[Saved data entries]
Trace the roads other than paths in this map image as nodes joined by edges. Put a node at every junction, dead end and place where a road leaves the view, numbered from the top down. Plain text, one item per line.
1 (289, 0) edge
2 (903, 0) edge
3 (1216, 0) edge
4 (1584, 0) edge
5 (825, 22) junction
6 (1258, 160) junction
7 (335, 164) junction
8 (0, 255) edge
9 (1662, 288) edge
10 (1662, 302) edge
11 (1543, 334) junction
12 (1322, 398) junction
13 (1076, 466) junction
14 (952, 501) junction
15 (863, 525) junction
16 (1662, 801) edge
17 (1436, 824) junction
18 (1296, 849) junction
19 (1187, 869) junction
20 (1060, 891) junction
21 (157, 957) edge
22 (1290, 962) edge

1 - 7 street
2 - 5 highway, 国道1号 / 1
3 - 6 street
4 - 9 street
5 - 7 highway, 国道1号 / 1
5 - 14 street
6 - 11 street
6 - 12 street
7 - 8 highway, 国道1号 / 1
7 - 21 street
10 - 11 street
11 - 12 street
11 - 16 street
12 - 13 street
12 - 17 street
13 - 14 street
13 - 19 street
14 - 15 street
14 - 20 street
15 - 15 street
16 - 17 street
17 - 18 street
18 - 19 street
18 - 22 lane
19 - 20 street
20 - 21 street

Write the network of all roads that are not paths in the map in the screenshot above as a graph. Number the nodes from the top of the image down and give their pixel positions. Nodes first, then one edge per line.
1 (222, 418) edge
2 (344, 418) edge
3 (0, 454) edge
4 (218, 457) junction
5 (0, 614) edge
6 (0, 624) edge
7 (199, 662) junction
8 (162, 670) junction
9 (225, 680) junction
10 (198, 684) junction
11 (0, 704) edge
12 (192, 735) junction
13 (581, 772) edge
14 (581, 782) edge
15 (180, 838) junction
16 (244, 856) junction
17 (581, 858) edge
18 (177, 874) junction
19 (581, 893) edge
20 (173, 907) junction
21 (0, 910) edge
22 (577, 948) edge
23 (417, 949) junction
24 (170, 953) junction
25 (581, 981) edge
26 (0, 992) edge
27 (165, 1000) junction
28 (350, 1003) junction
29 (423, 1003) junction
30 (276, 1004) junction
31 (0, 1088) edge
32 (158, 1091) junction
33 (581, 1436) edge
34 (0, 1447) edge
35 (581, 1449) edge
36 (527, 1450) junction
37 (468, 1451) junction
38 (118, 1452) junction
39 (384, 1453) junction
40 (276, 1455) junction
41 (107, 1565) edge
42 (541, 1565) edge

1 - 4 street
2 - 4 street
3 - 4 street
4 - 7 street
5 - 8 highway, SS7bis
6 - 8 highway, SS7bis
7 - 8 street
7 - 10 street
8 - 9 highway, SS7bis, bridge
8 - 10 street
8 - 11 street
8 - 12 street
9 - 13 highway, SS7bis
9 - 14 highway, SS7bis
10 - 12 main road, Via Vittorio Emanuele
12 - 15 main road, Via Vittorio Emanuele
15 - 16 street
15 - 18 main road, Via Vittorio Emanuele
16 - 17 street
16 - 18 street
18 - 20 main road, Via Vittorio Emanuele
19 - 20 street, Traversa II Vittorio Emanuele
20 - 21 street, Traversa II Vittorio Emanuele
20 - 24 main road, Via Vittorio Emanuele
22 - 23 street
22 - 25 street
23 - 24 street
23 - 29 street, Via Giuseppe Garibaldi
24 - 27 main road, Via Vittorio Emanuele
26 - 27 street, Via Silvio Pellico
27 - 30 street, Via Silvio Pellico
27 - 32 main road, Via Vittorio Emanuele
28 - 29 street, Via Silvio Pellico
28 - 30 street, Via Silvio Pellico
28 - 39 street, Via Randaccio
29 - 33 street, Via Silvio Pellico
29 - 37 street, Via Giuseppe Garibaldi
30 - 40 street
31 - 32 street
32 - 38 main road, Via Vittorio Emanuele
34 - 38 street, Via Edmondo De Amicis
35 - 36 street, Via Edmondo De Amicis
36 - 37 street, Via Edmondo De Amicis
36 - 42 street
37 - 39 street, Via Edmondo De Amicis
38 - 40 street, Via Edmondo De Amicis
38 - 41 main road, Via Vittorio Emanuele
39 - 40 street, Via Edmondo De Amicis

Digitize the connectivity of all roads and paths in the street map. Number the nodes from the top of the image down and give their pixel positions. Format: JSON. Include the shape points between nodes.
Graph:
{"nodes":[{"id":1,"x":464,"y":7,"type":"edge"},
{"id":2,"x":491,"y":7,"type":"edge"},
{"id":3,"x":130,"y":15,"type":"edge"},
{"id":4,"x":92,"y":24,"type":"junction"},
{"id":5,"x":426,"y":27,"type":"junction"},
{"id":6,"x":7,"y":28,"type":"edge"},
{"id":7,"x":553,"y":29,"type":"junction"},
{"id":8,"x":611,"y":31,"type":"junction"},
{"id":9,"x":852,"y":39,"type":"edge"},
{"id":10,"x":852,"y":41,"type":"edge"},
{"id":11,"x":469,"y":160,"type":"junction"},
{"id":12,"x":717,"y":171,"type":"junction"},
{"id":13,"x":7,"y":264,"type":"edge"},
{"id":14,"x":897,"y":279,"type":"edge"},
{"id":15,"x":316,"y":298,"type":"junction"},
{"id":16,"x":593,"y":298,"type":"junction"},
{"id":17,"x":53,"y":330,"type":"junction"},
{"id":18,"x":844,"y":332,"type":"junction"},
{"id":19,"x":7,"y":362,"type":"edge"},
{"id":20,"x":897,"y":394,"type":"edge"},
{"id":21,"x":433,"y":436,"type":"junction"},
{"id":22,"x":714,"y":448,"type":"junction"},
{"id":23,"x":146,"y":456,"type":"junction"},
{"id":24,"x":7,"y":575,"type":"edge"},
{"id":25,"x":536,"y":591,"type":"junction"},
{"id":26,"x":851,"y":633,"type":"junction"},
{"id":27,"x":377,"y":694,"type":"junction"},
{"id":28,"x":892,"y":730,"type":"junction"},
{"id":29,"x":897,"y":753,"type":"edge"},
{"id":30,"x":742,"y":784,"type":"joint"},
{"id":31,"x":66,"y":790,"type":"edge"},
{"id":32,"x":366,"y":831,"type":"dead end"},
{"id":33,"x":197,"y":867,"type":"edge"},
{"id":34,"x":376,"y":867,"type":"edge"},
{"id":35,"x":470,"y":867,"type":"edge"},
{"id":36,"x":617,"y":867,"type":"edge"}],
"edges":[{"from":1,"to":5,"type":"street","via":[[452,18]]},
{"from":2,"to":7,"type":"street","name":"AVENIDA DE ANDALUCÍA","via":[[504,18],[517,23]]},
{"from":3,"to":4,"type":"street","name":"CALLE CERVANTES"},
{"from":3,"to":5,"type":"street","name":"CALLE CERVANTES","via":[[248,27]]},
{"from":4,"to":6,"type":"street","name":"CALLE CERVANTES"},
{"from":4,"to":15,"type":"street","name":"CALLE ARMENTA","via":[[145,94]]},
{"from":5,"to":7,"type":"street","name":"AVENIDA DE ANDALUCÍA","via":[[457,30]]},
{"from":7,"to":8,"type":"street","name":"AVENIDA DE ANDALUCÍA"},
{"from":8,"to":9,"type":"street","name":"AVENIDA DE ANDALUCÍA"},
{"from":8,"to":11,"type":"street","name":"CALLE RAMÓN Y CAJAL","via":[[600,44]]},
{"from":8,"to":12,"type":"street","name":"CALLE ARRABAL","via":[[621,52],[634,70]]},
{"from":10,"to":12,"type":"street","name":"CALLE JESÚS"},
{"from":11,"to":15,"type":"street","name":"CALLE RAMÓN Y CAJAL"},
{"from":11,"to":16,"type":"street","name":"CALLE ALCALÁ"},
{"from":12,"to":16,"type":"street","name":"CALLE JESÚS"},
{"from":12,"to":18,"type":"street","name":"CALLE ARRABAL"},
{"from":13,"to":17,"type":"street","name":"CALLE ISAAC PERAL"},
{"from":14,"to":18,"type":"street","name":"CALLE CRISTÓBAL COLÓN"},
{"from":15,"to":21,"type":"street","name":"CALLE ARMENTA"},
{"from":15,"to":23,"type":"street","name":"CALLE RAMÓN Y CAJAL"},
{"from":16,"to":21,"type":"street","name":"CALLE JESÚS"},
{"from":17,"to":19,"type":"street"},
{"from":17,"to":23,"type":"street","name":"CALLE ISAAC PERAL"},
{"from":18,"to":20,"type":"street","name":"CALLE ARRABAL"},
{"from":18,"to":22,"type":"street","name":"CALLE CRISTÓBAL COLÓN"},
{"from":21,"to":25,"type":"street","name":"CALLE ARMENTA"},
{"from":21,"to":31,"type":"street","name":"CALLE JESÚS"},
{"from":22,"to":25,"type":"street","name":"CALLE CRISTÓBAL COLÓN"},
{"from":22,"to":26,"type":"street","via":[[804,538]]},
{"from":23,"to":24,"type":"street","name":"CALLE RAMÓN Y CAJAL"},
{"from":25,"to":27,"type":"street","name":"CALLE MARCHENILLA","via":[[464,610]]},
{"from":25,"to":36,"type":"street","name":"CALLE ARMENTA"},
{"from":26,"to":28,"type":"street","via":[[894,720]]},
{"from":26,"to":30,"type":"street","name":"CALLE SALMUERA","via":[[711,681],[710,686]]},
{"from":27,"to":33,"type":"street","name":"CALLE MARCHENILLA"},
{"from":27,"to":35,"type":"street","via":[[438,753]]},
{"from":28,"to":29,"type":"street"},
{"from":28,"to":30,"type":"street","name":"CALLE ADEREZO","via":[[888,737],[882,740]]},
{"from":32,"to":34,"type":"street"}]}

● **What this task involves**:
Which lines in the records contain the word "Silvio"? Copy each one.

● **Solution below**:
26 - 27 street, Via Silvio Pellico
27 - 30 street, Via Silvio Pellico
28 - 29 street, Via Silvio Pellico
28 - 30 street, Via Silvio Pellico
29 - 33 street, Via Silvio Pellico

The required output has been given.